Better, perhaps, it’s about the moralism (Anglo-Saxon in origin and naively adopted by the other Americans) that rules and shapes the facts of life, and that, in literature for instance — even the popular kind — is exactly the opposite of realism. Americans always need to idealize in the arts (especially at the level of average taste; for instance, the “illustrative” representation of their lives and their cities in their popular movies are forms of an immediate need to idealize).

The poems, essays and reviews feature an array of translators. Pasolini's earliest poetry -- strong, declarative, youthful -- is translated from the Friulian by Lucia Gazzino ("I leave my image to the conscience of the rich ... Long live the courage and the sorrow and the innocence of the poor!"). A growing disillusionment in a poem from 1960, "The Rage," is captured by musician Jonathan Richman ("I can't pretend now that I don't know the world / or that I don't know how it wants me.")

Because he was also a film-maker much of Pasolini's writing is visually evocative: this is especially so of autobiographical poems that circle about ideas of youth and vulnerability but also the enthusiasm of the young ("I'm insatiable about our life / because something unique in the world can never be exhausted," he writes to one lover.)

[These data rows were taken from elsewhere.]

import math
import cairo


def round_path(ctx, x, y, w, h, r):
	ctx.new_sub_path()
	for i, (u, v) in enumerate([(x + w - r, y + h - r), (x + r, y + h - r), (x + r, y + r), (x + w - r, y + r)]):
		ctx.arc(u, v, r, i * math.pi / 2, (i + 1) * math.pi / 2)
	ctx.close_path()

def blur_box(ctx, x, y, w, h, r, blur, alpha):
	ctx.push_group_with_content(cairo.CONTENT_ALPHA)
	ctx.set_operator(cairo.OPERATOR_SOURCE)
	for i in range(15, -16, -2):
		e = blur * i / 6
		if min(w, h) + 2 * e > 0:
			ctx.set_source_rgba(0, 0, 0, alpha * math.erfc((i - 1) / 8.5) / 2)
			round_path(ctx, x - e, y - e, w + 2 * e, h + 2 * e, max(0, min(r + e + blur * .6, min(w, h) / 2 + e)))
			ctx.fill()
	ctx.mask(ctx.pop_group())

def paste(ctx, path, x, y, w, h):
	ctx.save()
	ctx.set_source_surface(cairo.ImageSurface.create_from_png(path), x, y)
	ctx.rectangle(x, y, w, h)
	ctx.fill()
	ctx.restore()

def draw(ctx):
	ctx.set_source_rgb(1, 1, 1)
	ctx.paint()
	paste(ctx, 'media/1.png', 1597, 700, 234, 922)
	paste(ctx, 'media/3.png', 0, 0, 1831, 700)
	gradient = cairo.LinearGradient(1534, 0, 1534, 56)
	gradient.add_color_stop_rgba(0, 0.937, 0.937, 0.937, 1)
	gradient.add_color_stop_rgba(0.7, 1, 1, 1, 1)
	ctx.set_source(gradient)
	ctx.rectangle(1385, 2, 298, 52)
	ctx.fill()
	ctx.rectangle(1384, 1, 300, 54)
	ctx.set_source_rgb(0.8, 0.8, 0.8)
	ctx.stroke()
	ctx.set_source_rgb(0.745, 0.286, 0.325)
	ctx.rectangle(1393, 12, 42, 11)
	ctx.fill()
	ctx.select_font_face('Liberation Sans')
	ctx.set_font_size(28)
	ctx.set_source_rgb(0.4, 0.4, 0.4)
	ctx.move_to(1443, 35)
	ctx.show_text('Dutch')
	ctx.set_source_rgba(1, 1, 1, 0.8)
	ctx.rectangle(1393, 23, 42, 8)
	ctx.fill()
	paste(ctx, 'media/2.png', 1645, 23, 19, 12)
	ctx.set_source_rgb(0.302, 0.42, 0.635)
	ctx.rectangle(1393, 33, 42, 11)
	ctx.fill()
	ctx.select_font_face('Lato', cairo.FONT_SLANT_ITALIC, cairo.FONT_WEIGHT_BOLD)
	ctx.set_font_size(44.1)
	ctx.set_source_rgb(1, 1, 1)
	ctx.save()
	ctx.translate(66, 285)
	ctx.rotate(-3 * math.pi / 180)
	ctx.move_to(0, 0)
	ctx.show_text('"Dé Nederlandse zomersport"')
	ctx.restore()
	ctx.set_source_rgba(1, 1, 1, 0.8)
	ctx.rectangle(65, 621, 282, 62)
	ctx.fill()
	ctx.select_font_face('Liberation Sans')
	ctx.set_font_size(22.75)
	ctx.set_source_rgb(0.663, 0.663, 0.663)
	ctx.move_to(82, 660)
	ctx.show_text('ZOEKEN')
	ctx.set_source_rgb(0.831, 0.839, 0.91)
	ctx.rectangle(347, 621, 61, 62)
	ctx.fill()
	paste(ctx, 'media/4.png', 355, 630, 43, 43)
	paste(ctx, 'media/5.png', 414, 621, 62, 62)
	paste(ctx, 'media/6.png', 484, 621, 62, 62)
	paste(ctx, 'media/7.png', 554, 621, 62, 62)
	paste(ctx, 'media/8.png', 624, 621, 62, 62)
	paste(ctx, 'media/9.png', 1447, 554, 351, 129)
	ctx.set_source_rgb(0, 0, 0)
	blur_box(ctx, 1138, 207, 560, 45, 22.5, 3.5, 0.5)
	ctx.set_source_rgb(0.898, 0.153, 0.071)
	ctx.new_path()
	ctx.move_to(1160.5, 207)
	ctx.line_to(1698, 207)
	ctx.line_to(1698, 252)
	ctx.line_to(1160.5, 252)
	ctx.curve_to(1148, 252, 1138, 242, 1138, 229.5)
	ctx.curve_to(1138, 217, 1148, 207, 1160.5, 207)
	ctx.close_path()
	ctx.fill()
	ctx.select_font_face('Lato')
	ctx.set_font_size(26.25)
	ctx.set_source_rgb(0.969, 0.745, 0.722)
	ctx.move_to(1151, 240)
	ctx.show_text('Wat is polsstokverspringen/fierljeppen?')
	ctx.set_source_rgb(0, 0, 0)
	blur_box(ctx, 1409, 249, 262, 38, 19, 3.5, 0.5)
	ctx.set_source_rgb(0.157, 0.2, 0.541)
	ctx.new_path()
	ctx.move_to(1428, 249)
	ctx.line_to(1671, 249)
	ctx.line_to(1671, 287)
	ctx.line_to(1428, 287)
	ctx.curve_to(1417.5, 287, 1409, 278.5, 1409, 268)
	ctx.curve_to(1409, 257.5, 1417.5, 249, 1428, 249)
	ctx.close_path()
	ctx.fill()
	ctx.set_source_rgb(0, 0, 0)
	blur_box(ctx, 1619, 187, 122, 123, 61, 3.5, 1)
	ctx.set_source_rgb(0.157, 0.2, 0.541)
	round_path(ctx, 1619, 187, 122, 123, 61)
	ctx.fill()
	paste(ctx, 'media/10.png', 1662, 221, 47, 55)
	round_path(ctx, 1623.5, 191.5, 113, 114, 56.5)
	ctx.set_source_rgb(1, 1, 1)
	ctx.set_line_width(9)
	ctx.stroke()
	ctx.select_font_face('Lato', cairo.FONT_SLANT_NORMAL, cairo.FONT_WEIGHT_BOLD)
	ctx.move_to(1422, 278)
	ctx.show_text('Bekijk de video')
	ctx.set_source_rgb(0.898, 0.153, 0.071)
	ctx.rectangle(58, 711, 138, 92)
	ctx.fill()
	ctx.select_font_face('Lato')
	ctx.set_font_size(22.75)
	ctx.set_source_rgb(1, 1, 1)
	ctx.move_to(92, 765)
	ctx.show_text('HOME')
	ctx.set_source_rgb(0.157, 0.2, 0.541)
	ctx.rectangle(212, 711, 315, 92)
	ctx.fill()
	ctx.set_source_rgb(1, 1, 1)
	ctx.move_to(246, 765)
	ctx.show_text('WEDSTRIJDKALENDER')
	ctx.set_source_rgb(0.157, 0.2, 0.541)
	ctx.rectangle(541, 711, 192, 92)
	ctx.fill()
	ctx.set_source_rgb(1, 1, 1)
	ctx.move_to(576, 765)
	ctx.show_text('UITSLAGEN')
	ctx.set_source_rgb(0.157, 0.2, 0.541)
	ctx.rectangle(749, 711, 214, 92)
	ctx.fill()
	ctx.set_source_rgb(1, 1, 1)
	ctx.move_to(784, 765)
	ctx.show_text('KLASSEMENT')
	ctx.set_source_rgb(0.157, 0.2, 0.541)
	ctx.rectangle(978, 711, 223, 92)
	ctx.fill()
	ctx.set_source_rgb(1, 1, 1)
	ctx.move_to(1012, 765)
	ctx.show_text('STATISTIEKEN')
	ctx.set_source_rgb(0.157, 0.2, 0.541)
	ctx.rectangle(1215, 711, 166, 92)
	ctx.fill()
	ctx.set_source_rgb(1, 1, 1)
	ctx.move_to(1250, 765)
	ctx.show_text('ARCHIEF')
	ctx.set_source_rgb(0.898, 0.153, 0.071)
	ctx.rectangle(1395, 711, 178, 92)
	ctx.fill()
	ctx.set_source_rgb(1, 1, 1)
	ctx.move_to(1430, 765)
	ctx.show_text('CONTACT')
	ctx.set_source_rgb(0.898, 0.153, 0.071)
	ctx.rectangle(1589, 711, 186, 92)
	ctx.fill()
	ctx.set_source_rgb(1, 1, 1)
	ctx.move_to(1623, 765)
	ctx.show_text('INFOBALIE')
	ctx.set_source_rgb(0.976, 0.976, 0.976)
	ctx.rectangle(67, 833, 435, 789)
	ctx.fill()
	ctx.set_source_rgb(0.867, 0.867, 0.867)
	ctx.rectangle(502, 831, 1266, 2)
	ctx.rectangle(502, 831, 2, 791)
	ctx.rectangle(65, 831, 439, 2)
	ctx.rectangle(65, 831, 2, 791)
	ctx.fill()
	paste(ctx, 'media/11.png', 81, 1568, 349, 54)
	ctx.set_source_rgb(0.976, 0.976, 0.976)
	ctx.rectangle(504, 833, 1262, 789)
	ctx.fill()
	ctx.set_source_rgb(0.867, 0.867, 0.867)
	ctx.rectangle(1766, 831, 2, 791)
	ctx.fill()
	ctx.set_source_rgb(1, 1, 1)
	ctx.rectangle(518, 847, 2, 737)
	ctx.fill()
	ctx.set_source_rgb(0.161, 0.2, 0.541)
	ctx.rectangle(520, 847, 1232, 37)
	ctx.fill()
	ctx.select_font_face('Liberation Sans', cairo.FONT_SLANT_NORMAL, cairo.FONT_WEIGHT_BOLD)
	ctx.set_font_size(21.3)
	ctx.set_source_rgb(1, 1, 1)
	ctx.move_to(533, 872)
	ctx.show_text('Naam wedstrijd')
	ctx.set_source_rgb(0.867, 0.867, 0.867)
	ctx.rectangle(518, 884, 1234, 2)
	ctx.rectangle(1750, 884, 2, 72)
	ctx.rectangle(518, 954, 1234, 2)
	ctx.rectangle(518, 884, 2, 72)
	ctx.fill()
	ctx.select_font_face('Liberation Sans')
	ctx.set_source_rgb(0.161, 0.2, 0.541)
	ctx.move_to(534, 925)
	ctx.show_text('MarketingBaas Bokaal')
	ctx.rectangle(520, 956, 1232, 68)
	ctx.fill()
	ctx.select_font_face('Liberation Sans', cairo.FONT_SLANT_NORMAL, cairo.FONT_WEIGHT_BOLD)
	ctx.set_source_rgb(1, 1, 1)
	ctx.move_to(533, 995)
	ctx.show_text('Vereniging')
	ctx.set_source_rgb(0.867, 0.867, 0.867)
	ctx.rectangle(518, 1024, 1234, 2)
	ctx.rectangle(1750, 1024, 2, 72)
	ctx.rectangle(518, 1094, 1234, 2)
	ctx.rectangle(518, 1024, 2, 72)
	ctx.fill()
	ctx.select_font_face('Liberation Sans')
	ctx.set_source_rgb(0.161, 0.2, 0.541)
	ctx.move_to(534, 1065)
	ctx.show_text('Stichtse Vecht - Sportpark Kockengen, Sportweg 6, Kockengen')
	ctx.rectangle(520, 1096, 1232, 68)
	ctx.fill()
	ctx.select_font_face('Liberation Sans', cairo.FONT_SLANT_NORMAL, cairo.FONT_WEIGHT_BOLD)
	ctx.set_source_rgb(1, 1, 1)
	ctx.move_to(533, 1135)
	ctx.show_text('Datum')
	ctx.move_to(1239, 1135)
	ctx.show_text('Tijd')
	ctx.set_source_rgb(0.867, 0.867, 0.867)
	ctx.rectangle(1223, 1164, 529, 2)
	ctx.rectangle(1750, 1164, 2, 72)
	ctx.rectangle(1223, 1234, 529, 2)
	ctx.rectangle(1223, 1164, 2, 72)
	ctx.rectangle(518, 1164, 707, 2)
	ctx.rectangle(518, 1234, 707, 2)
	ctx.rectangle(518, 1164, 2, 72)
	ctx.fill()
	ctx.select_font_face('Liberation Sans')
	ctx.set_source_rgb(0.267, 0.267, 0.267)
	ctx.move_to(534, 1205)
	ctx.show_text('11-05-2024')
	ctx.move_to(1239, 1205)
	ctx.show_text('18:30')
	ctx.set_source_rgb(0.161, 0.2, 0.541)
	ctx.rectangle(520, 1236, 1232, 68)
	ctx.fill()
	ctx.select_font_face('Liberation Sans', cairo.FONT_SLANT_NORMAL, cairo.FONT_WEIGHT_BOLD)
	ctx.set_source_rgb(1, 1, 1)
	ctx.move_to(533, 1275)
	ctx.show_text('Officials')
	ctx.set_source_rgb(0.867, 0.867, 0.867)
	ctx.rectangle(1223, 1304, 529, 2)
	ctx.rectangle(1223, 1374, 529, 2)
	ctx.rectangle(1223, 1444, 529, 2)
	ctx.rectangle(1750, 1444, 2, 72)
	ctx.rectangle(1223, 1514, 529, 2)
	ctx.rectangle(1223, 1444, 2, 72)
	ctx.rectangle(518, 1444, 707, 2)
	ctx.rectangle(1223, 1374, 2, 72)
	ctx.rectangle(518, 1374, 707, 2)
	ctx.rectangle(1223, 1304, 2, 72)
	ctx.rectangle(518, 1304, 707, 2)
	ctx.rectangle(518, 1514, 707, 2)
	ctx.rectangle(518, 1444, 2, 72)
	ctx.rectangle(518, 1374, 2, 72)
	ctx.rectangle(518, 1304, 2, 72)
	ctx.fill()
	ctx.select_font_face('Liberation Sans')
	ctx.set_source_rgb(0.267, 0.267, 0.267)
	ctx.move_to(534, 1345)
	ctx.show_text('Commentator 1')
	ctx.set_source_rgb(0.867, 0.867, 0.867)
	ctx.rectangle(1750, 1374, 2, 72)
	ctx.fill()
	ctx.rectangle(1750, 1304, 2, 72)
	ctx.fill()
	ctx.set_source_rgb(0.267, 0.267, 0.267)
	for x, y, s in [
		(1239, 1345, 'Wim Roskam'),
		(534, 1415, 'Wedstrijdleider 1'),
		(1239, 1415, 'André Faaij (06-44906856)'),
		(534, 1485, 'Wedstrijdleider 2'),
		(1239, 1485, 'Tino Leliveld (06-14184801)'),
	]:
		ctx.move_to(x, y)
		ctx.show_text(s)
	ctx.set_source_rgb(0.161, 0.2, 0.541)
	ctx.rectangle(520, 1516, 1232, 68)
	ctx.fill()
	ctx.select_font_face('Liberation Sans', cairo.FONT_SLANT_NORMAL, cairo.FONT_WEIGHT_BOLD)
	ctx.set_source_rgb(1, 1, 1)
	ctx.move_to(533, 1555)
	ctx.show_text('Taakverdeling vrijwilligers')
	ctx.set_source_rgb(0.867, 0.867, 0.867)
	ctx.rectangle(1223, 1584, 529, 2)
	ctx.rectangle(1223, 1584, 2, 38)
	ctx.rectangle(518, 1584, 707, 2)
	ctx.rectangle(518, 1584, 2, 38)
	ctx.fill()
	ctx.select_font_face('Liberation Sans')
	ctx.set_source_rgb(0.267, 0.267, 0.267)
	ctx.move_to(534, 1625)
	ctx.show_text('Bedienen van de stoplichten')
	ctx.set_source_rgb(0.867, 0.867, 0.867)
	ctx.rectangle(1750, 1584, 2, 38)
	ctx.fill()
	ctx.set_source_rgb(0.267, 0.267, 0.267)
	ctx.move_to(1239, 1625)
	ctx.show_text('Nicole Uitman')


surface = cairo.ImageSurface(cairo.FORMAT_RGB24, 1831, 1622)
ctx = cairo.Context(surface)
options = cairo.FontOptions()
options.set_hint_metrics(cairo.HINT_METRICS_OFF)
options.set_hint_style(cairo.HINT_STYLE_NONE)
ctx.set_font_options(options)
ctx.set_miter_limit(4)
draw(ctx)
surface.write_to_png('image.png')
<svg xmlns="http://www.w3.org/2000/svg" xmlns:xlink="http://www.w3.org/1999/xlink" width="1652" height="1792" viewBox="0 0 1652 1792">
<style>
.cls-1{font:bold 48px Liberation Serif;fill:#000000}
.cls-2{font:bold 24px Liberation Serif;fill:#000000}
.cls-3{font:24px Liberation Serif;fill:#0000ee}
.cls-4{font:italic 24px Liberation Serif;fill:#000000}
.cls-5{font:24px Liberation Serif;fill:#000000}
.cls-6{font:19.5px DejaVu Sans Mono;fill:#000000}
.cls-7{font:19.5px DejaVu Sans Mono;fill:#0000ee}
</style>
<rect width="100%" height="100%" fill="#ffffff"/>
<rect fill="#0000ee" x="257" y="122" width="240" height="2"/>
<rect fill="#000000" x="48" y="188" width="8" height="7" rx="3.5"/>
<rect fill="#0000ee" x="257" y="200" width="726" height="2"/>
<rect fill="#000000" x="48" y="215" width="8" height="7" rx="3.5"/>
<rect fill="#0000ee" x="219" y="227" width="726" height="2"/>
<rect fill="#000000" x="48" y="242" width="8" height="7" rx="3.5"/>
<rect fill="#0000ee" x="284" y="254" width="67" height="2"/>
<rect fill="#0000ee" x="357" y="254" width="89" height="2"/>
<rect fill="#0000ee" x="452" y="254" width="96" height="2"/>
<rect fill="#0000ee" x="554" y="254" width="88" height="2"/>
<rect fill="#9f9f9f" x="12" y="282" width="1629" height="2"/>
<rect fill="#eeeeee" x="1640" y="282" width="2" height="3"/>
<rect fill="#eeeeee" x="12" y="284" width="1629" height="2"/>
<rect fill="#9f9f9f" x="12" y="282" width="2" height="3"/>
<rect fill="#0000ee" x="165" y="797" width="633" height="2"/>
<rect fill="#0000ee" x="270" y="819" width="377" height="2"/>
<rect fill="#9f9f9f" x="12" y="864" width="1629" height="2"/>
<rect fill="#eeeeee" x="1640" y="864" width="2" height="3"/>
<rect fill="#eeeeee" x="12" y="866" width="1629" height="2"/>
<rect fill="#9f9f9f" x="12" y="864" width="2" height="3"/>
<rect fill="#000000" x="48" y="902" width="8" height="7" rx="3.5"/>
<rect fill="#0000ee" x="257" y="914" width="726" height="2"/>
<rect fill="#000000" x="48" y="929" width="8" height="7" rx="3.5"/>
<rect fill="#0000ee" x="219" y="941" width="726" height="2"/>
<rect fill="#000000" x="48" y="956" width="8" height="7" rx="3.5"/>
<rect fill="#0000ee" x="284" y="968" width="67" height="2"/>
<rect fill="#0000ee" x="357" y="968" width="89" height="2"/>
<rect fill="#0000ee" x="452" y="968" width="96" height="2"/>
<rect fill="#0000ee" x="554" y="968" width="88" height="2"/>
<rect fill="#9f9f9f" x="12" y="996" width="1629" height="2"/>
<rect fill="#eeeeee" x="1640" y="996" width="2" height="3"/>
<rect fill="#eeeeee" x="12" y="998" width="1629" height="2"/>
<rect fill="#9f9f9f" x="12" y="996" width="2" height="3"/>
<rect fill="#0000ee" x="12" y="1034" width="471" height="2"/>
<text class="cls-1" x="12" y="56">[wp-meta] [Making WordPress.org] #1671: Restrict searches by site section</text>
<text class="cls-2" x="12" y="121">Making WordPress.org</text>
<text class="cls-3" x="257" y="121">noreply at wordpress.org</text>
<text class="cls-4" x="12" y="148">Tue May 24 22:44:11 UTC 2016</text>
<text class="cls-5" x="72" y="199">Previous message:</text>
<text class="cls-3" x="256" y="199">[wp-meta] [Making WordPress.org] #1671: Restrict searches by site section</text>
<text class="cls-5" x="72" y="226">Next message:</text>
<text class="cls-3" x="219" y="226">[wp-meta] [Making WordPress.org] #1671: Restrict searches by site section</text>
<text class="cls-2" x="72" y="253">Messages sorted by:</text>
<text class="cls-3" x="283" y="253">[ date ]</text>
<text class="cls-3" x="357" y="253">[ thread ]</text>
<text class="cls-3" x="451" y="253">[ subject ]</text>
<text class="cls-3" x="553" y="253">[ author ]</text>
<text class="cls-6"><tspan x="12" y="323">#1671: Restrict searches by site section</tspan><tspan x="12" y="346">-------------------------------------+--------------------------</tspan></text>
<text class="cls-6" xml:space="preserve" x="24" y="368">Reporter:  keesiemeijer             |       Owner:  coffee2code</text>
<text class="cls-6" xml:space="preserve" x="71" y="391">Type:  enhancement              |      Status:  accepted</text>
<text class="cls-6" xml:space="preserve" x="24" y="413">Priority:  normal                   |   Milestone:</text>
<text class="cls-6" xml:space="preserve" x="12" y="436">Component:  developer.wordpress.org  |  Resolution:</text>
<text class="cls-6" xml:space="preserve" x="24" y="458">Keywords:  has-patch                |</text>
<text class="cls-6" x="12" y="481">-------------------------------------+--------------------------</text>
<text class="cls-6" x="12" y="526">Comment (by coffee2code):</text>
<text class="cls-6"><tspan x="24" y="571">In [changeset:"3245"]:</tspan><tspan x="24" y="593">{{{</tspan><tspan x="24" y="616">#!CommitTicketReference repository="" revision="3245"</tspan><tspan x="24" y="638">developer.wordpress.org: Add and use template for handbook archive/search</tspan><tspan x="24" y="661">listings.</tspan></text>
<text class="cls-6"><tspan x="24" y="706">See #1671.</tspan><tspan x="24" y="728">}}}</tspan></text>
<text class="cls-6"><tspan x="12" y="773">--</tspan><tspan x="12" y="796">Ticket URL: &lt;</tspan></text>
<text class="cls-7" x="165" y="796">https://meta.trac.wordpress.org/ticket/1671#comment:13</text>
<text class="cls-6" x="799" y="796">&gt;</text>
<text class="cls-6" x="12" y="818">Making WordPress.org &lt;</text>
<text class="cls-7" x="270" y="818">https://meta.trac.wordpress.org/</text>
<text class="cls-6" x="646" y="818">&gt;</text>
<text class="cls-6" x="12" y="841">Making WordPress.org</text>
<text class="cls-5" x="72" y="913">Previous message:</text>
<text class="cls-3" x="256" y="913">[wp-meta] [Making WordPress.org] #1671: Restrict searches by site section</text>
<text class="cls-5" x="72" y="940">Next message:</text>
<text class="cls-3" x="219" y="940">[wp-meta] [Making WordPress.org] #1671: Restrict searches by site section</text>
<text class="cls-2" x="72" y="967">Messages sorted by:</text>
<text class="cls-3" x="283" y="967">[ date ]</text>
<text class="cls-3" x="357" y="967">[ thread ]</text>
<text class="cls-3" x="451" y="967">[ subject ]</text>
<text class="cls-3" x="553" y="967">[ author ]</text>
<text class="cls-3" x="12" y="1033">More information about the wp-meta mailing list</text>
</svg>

I know, because I wake up with so much strength in my head:

the strength to suck up the new, sweet

power of daylight woken ahead of me,

and to express the absolute, already attained in secret and

in peace, with the most naked words: it's grief, my pain

that always has a reason, is never without an object,

is not neuroses, it's anger, disappointment,

it's fear, it's fury that physically bleeds

in my chest and throat.

Ah, morning! I know it, it's summertime, steady

as a sea, in it's freshness

the city's ready for an entire day,

and its noises are sheer and deeply grieving

like human beings become cool

doves, gentle elephants ... animals in life ...

(Summer, 1961)

As his poetry -- and world-view -- matures to a kind of wary disenchantment in the political upheavals that never really seem to change anything, he attaches a deepening mistrust of the right wing in politics. But he also faulted the hippie culture for losing its energy as it spread into a bourgeois mainstream of "hipness" and "cool" ideas that were co-opted into advertising and the culture at large.

Yet he held fast to his cantankerous heroes for their indomitable spirit: Ezra Pound, for one, even though he had ardently supported Fascism during the war -- and after it, as well. This is, after reading several of the essays here, a provocative stance meant as a pin-prick to easy categorization. Many of his more blatantly acid judgements ("Neruda is a bad poet") read as asides to a larger arguments rather than generalities by themselves.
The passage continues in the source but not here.